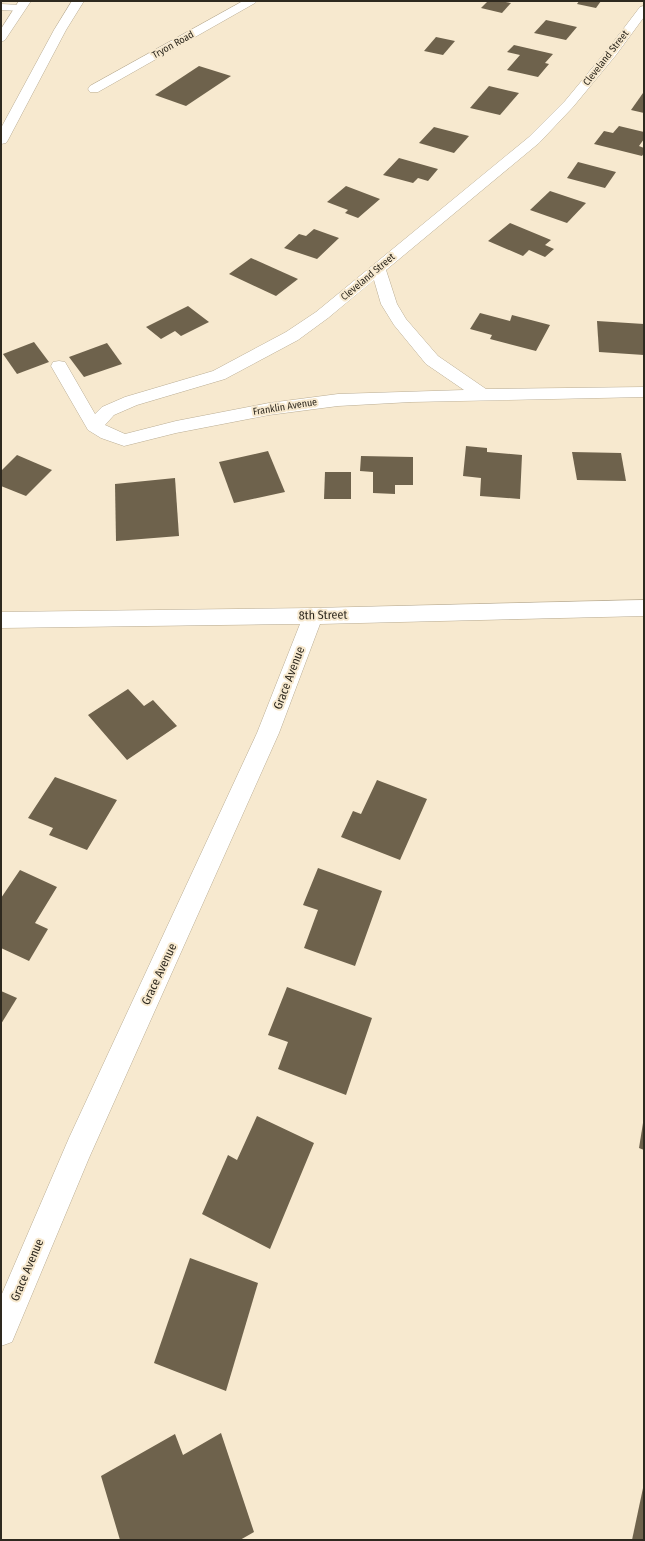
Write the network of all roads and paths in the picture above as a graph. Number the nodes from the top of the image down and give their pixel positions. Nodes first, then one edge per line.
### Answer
1 (78, 1) edge
2 (251, 1) edge
3 (22, 4) edge
4 (1, 7) edge
5 (644, 9) edge
6 (1, 38) edge
7 (94, 88) dead end
8 (1, 140) edge
9 (378, 269) junction
10 (59, 366) dead end
11 (644, 392) edge
12 (483, 395) junction
13 (94, 426) junction
14 (644, 608) edge
15 (313, 616) junction
16 (1, 620) edge
17 (1, 1331) edge

1 - 8 street
2 - 7 street, Tryon Road
3 - 4 street
3 - 6 street
5 - 9 street, Cleveland Street
9 - 12 street
9 - 13 street, Cleveland Street
10 - 13 street
11 - 12 street, Franklin Avenue
12 - 13 street, Franklin Avenue
14 - 15 street, 8th Street
15 - 16 street, 8th Street
15 - 17 street, Grace Avenue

□ □ □ □

→ **EXERCISE DETAILS**
Each line of the records is to be reproduced exactly, and each picture dropped.

→ **RESPONSE**
Write the network of all roads and paths in the picture above as a graph. Number the nodes from the top of the image down and give their pixel positions. Nodes first, then one edge per line.
### Answer
1 (78, 1) edge
2 (251, 1) edge
3 (22, 4) edge
4 (1, 7) edge
5 (644, 9) edge
6 (1, 38) edge
7 (94, 88) dead end
8 (1, 140) edge
9 (378, 269) junction
10 (59, 366) dead end
11 (644, 392) edge
12 (483, 395) junction
13 (94, 426) junction
14 (644, 608) edge
15 (313, 616) junction
16 (1, 620) edge
17 (1, 1331) edge

1 - 8 street
2 - 7 street, Tryon Road
3 - 4 street
3 - 6 street
5 - 9 street, Cleveland Street
9 - 12 street
9 - 13 street, Cleveland Street
10 - 13 street
11 - 12 street, Franklin Avenue
12 - 13 street, Franklin Avenue
14 - 15 street, 8th Street
15 - 16 street, 8th Street
15 - 17 street, Grace Avenue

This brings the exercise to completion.